Repeat the data precisely as given.

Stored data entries
....................

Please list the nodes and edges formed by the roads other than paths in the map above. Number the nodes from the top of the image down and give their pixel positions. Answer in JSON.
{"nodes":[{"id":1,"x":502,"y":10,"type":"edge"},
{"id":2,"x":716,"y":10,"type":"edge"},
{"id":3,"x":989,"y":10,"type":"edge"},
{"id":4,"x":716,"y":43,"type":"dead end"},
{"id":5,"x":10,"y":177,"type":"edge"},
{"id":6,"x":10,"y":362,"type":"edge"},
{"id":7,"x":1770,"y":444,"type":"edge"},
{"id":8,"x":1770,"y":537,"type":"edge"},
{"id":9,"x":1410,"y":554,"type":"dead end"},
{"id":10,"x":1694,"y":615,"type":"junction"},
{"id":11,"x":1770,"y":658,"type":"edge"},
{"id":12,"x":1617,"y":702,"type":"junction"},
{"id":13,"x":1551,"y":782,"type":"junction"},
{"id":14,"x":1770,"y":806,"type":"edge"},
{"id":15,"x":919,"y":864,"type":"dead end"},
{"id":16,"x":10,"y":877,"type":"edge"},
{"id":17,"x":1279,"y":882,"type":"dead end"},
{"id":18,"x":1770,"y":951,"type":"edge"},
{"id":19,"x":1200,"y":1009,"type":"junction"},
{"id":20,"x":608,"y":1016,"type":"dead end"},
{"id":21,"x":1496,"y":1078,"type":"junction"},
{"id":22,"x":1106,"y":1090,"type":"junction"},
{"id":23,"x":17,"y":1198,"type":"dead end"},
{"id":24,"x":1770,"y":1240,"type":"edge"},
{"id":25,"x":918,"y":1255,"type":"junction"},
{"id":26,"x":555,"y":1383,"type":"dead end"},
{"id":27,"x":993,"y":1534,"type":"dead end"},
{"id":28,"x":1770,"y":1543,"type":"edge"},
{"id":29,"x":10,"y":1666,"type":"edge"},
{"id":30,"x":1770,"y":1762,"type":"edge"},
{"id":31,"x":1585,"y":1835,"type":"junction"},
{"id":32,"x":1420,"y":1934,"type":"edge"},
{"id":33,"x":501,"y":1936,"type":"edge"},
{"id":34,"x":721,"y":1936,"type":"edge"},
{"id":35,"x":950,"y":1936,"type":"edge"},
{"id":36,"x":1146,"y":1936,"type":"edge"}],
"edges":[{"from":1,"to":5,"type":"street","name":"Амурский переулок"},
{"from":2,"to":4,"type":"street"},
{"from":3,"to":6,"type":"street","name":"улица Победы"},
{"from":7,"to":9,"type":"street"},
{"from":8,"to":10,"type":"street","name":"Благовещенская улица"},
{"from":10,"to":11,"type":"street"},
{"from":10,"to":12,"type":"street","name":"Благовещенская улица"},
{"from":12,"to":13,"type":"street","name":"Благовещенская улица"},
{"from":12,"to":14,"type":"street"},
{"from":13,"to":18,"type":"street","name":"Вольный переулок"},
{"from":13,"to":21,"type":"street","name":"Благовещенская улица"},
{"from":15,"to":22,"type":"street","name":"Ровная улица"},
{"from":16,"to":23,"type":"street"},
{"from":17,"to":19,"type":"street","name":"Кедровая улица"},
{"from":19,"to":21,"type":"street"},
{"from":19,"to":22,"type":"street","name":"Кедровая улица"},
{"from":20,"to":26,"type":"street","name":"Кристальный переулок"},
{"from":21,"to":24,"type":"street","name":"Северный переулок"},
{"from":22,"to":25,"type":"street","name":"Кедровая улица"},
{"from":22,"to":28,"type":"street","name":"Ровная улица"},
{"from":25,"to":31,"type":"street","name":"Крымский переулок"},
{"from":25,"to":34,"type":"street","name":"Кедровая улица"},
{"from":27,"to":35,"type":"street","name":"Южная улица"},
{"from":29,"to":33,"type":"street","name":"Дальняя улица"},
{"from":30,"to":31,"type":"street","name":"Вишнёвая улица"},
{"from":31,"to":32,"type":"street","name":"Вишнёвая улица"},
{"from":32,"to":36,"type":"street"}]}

....................

WRITTEN RESPONSE>
Please list the nodes and edges formed by the roads other than paths in the map above. Number the nodes from the top of the image down and give their pixel positions. Answer in JSON.
{"nodes":[{"id":1,"x":502,"y":10,"type":"edge"},
{"id":2,"x":716,"y":10,"type":"edge"},
{"id":3,"x":989,"y":10,"type":"edge"},
{"id":4,"x":716,"y":43,"type":"dead end"},
{"id":5,"x":10,"y":177,"type":"edge"},
{"id":6,"x":10,"y":362,"type":"edge"},
{"id":7,"x":1770,"y":444,"type":"edge"},
{"id":8,"x":1770,"y":537,"type":"edge"},
{"id":9,"x":1410,"y":554,"type":"dead end"},
{"id":10,"x":1694,"y":615,"type":"junction"},
{"id":11,"x":1770,"y":658,"type":"edge"},
{"id":12,"x":1617,"y":702,"type":"junction"},
{"id":13,"x":1551,"y":782,"type":"junction"},
{"id":14,"x":1770,"y":806,"type":"edge"},
{"id":15,"x":919,"y":864,"type":"dead end"},
{"id":16,"x":10,"y":877,"type":"edge"},
{"id":17,"x":1279,"y":882,"type":"dead end"},
{"id":18,"x":1770,"y":951,"type":"edge"},
{"id":19,"x":1200,"y":1009,"type":"junction"},
{"id":20,"x":608,"y":1016,"type":"dead end"},
{"id":21,"x":1496,"y":1078,"type":"junction"},
{"id":22,"x":1106,"y":1090,"type":"junction"},
{"id":23,"x":17,"y":1198,"type":"dead end"},
{"id":24,"x":1770,"y":1240,"type":"edge"},
{"id":25,"x":918,"y":1255,"type":"junction"},
{"id":26,"x":555,"y":1383,"type":"dead end"},
{"id":27,"x":993,"y":1534,"type":"dead end"},
{"id":28,"x":1770,"y":1543,"type":"edge"},
{"id":29,"x":10,"y":1666,"type":"edge"},
{"id":30,"x":1770,"y":1762,"type":"edge"},
{"id":31,"x":1585,"y":1835,"type":"junction"},
{"id":32,"x":1420,"y":1934,"type":"edge"},
{"id":33,"x":501,"y":1936,"type":"edge"},
{"id":34,"x":721,"y":1936,"type":"edge"},
{"id":35,"x":950,"y":1936,"type":"edge"},
{"id":36,"x":1146,"y":1936,"type":"edge"}],
"edges":[{"from":1,"to":5,"type":"street","name":"Амурский переулок"},
{"from":2,"to":4,"type":"street"},
{"from":3,"to":6,"type":"street","name":"улица Победы"},
{"from":7,"to":9,"type":"street"},
{"from":8,"to":10,"type":"street","name":"Благовещенская улица"},
{"from":10,"to":11,"type":"street"},
{"from":10,"to":12,"type":"street","name":"Благовещенская улица"},
{"from":12,"to":13,"type":"street","name":"Благовещенская улица"},
{"from":12,"to":14,"type":"street"},
{"from":13,"to":18,"type":"street","name":"Вольный переулок"},
{"from":13,"to":21,"type":"street","name":"Благовещенская улица"},
{"from":15,"to":22,"type":"street","name":"Ровная улица"},
{"from":16,"to":23,"type":"street"},
{"from":17,"to":19,"type":"street","name":"Кедровая улица"},
{"from":19,"to":21,"type":"street"},
{"from":19,"to":22,"type":"street","name":"Кедровая улица"},
{"from":20,"to":26,"type":"street","name":"Кристальный переулок"},
{"from":21,"to":24,"type":"street","name":"Северный переулок"},
{"from":22,"to":25,"type":"street","name":"Кедровая улица"},
{"from":22,"to":28,"type":"street","name":"Ровная улица"},
{"from":25,"to":31,"type":"street","name":"Крымский переулок"},
{"from":25,"to":34,"type":"street","name":"Кедровая улица"},
{"from":27,"to":35,"type":"street","name":"Южная улица"},
{"from":29,"to":33,"type":"street","name":"Дальняя улица"},
{"from":30,"to":31,"type":"street","name":"Вишнёвая улица"},
{"from":31,"to":32,"type":"street","name":"Вишнёвая улица"},
{"from":32,"to":36,"type":"street"}]}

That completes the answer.